Properly understood, it's not clear to me that a liberal feminist would or should be "pro sex-work." If you were to take Rawl's "initial position" type thought experiment as the starting point for your liberalism, for instance, you could argue along these lines: "Well, we know this society we're going to create from first principles and dropped into will have inequalities, and I might end up at the bottom of the heap. Forget the mythical 'happy hooker' for a moment - how would I feel about finding myself as the person who had to have sex for money with people I found repulsive simply in order to feed and house my children?" A liberal, at this point, might well decide that this was the point at which "maximising utility" for society as a whole might require a blanket ban on prostitution, just as it would favour a blanket ban on selling your organs.

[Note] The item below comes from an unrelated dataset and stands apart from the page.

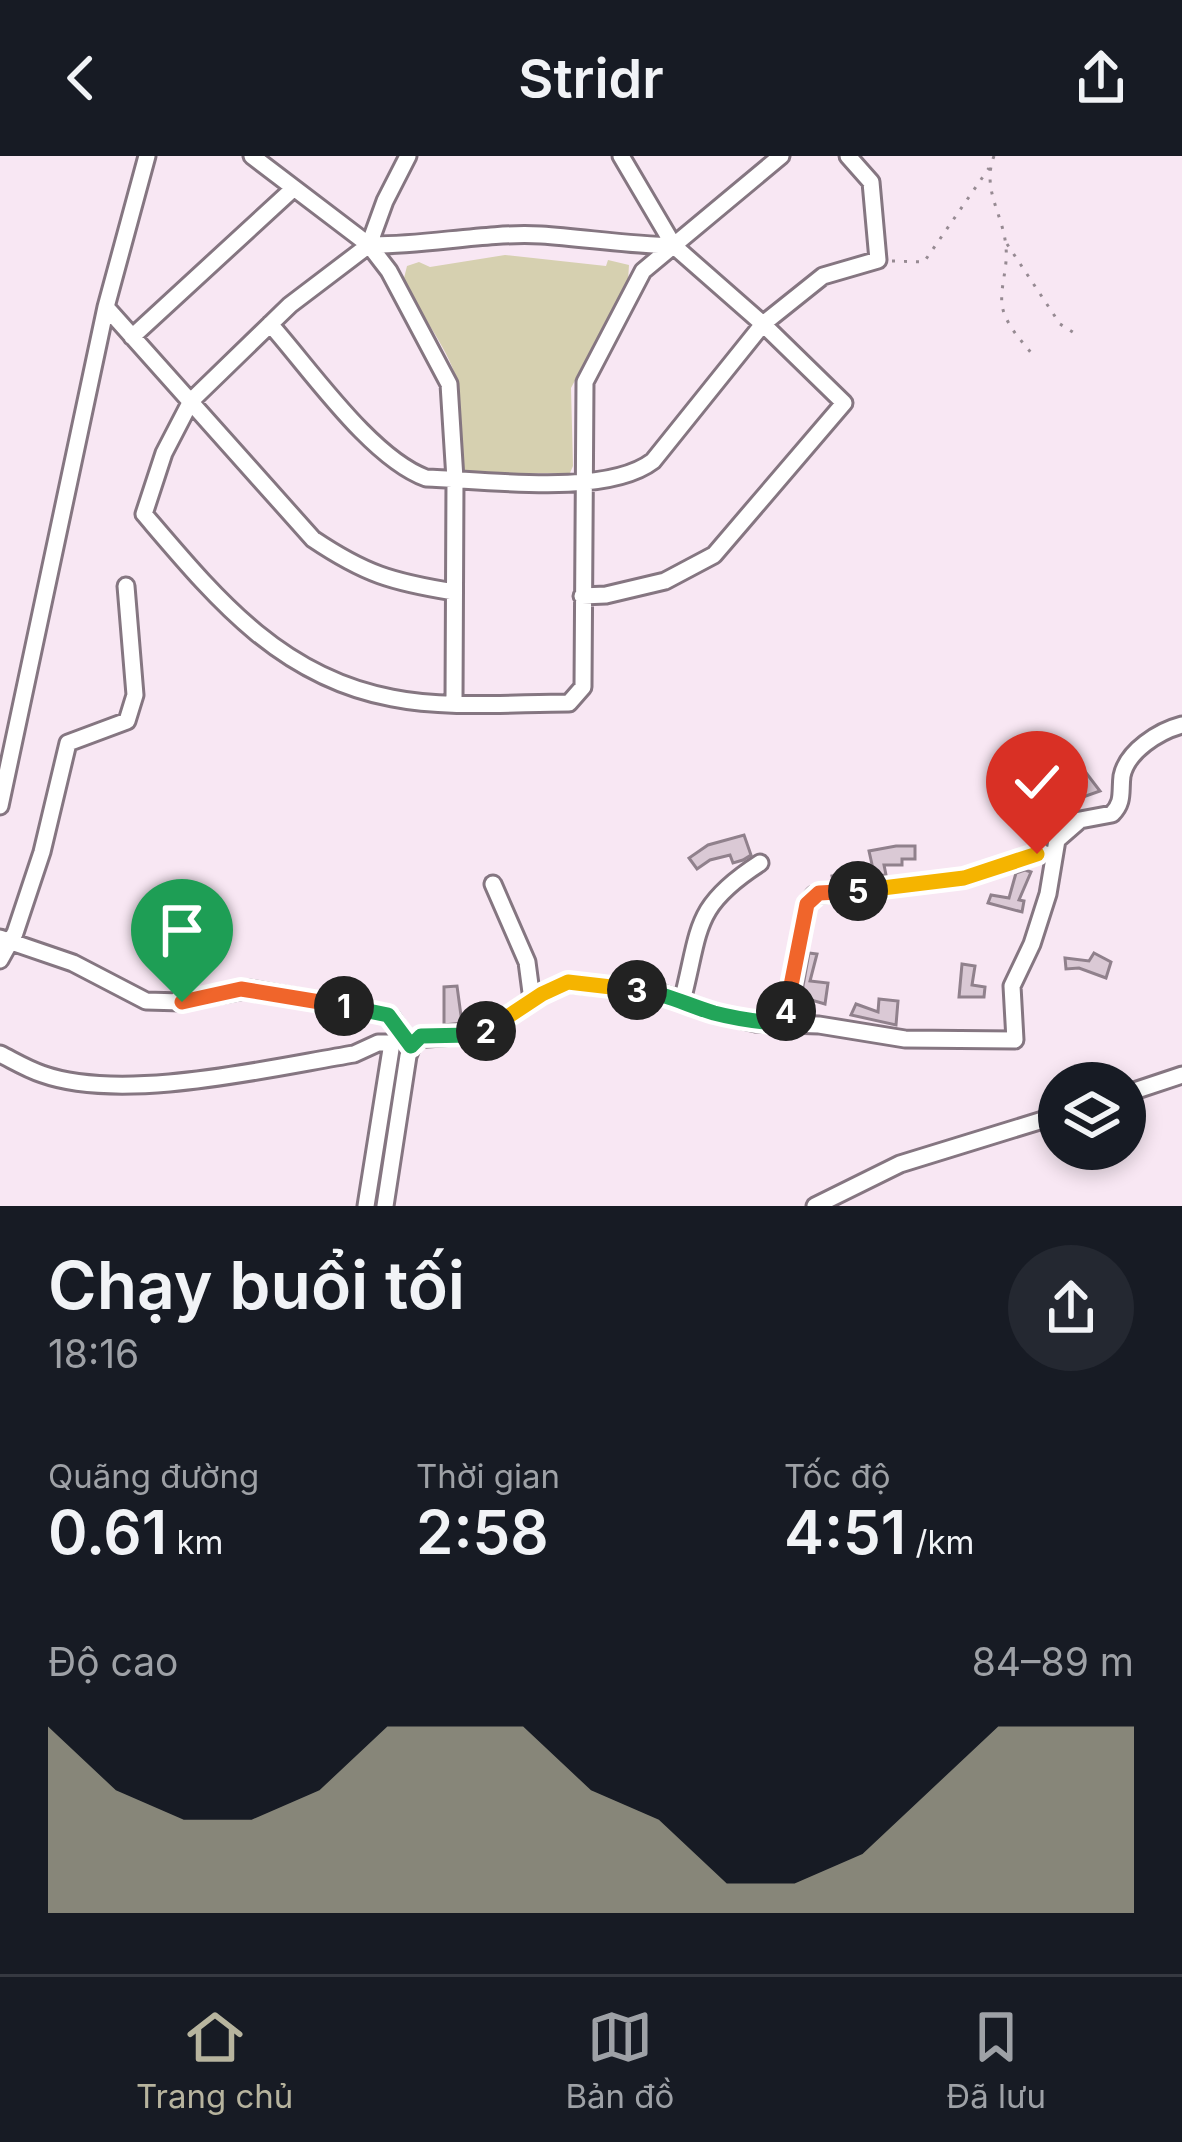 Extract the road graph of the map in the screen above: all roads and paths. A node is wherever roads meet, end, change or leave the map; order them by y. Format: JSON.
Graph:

Similarly, liberalism has often involved very robust defences of free speech and of freedom of belief, and being allowed to get on with what you want to in the private sphere but having to balance your "freedoms" against other people's "freedoms" in the public sphere. Which would seem to me to handle the trans debate perfectly - a liberal would defend to the hilt the right of anyone born male to wear a dress, lipstick, call themselves by a woman's name - but when it came to, say, open plan, communal, single sex changing rooms or prisons or shared overnight accommodation, the transwoman's desire to be "treated as a woman" would have to be balanced against the women's desire not to be in an enclosed space where they were vulnerable with a person with a penis.

Bolloxio · 16/09/2018 16:44

Libfems want equality within the existing system.

Radfems want liberation from the existing system.

Yes, this was my understanding of the differences.

However in practice, it seems that 'liberal feminism' is about centering men and what men would want. Not sure if people who wish to centre men are just using the libfem label, or if this is actually liberal feminism.

Blistory · 16/09/2018 16:48

I don't understand why so many feminists on here are insistent on equating liberal feminism with the notion that it's inherently selfish and all about the individual. Or that's it's about choice and only choice. Or that's it's lightweight in theory when it provides the foundation of all western feminism.

They completely ignore that the concept of individual freedom is tied to a belief that this benefits society as a whole. It's not about an individual woman achieving freedom from oppression but more about all individual women being able to live freely and equally as this benefits society.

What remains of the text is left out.